◆ **WORK TO COMPLETE**: The answer should consist of every line in the material below that has the word "Luiz".

◆ **SOURCE MATERIAL**:
==============================

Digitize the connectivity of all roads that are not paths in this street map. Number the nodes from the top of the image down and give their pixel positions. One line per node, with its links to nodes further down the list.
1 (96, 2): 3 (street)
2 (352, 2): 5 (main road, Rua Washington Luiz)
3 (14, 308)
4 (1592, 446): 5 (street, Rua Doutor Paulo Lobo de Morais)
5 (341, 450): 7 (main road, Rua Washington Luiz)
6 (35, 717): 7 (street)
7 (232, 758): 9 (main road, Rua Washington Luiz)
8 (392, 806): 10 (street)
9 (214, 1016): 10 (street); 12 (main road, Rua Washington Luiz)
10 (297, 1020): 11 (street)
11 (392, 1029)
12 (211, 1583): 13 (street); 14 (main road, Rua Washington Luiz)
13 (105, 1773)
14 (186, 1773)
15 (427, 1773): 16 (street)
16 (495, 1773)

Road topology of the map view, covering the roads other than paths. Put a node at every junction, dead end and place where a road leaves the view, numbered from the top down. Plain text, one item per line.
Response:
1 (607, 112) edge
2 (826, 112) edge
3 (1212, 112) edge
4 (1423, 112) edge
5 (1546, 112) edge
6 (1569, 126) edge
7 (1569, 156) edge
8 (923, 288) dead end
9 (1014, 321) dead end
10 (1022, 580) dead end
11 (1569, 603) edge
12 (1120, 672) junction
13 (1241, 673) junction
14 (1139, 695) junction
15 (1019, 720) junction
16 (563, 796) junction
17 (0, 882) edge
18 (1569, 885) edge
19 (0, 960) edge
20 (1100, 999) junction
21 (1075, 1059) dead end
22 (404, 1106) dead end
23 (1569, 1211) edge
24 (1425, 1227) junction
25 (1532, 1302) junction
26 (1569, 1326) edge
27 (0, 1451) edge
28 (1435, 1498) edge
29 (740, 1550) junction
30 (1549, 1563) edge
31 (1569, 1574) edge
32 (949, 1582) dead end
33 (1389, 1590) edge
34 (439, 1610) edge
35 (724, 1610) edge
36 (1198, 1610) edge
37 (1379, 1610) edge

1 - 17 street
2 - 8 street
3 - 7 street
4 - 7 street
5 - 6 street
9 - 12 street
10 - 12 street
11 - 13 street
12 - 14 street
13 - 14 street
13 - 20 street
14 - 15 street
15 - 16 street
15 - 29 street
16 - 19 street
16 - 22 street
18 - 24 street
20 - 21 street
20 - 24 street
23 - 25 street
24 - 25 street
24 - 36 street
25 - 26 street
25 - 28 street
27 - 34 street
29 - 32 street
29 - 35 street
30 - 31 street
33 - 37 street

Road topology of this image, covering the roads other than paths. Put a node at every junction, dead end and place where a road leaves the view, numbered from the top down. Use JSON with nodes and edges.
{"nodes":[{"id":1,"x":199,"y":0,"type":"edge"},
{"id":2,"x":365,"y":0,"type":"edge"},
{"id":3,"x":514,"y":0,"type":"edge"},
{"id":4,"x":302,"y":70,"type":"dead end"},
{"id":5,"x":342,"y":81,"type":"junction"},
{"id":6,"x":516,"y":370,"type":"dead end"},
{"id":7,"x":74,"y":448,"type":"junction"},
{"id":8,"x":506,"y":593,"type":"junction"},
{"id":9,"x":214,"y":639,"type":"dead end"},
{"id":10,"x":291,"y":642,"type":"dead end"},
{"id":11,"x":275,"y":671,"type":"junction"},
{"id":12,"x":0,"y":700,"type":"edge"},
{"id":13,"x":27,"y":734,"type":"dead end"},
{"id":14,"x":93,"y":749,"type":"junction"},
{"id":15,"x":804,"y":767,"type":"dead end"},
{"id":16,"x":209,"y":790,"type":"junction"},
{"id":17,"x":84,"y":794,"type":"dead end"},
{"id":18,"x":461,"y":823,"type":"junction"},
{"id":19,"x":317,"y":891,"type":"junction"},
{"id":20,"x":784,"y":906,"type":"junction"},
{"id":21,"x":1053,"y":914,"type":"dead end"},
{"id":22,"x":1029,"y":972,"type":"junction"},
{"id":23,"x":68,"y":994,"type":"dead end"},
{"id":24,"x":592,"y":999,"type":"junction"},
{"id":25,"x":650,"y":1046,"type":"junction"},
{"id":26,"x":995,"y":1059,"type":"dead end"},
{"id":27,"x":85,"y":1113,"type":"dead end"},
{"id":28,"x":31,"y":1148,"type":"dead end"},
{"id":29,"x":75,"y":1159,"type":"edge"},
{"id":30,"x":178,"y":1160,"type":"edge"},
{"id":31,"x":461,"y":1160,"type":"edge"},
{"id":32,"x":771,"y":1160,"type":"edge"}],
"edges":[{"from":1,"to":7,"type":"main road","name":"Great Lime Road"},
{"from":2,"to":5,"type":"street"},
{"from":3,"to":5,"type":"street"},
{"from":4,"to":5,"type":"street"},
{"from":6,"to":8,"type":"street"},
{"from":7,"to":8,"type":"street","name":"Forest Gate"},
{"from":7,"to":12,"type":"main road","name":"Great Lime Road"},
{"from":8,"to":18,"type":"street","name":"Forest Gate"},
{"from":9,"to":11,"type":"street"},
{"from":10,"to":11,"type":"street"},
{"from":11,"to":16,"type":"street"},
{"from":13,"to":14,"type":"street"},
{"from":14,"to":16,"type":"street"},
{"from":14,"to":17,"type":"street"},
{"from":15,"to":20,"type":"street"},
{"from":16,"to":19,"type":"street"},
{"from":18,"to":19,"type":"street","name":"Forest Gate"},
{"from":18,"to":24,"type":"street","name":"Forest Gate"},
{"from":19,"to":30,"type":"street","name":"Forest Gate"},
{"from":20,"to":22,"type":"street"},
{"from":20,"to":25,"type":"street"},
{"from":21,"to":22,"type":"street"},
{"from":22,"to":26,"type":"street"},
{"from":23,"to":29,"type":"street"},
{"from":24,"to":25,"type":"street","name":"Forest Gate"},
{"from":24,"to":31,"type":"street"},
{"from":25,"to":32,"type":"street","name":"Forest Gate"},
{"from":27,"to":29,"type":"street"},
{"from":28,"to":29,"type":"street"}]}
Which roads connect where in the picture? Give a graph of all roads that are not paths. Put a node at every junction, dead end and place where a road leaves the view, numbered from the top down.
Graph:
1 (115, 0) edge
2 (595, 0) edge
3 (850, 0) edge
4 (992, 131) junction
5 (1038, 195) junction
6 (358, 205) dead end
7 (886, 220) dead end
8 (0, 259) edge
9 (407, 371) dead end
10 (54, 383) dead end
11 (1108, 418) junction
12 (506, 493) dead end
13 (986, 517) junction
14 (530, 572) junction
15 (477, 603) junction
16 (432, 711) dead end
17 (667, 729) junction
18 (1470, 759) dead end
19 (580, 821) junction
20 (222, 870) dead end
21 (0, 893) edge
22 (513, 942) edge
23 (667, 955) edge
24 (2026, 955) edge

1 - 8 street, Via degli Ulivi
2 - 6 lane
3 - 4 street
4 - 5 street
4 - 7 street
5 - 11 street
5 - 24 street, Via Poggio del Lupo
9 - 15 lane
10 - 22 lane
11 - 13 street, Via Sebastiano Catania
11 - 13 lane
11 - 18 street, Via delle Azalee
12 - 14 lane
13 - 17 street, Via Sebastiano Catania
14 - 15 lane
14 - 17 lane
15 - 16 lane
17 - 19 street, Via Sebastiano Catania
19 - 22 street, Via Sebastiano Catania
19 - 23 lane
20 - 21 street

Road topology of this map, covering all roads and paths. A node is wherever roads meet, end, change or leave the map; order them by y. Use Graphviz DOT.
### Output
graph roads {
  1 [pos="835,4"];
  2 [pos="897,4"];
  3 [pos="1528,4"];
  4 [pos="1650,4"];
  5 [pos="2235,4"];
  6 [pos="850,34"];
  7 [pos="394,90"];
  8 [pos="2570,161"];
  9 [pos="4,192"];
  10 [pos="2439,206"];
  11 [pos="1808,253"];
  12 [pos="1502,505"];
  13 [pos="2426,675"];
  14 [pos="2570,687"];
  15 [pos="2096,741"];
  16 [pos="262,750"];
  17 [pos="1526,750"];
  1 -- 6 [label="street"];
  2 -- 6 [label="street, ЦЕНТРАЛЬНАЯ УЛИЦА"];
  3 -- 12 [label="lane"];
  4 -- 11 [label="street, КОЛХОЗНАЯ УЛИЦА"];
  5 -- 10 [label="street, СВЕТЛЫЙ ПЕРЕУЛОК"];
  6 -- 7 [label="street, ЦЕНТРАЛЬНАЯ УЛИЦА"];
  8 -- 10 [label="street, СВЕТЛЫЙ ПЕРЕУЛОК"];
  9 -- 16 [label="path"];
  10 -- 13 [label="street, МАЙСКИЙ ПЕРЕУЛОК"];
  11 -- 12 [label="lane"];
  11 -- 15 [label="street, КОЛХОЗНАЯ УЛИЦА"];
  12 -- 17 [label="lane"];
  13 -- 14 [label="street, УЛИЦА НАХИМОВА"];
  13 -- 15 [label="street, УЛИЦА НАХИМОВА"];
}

==============================

◆ **ANSWER SECTION**:
2 (352, 2): 5 (main road, Rua Washington Luiz)
5 (341, 450): 7 (main road, Rua Washington Luiz)
7 (232, 758): 9 (main road, Rua Washington Luiz)
9 (214, 1016): 10 (street); 12 (main road, Rua Washington Luiz)
12 (211, 1583): 13 (street); 14 (main road, Rua Washington Luiz)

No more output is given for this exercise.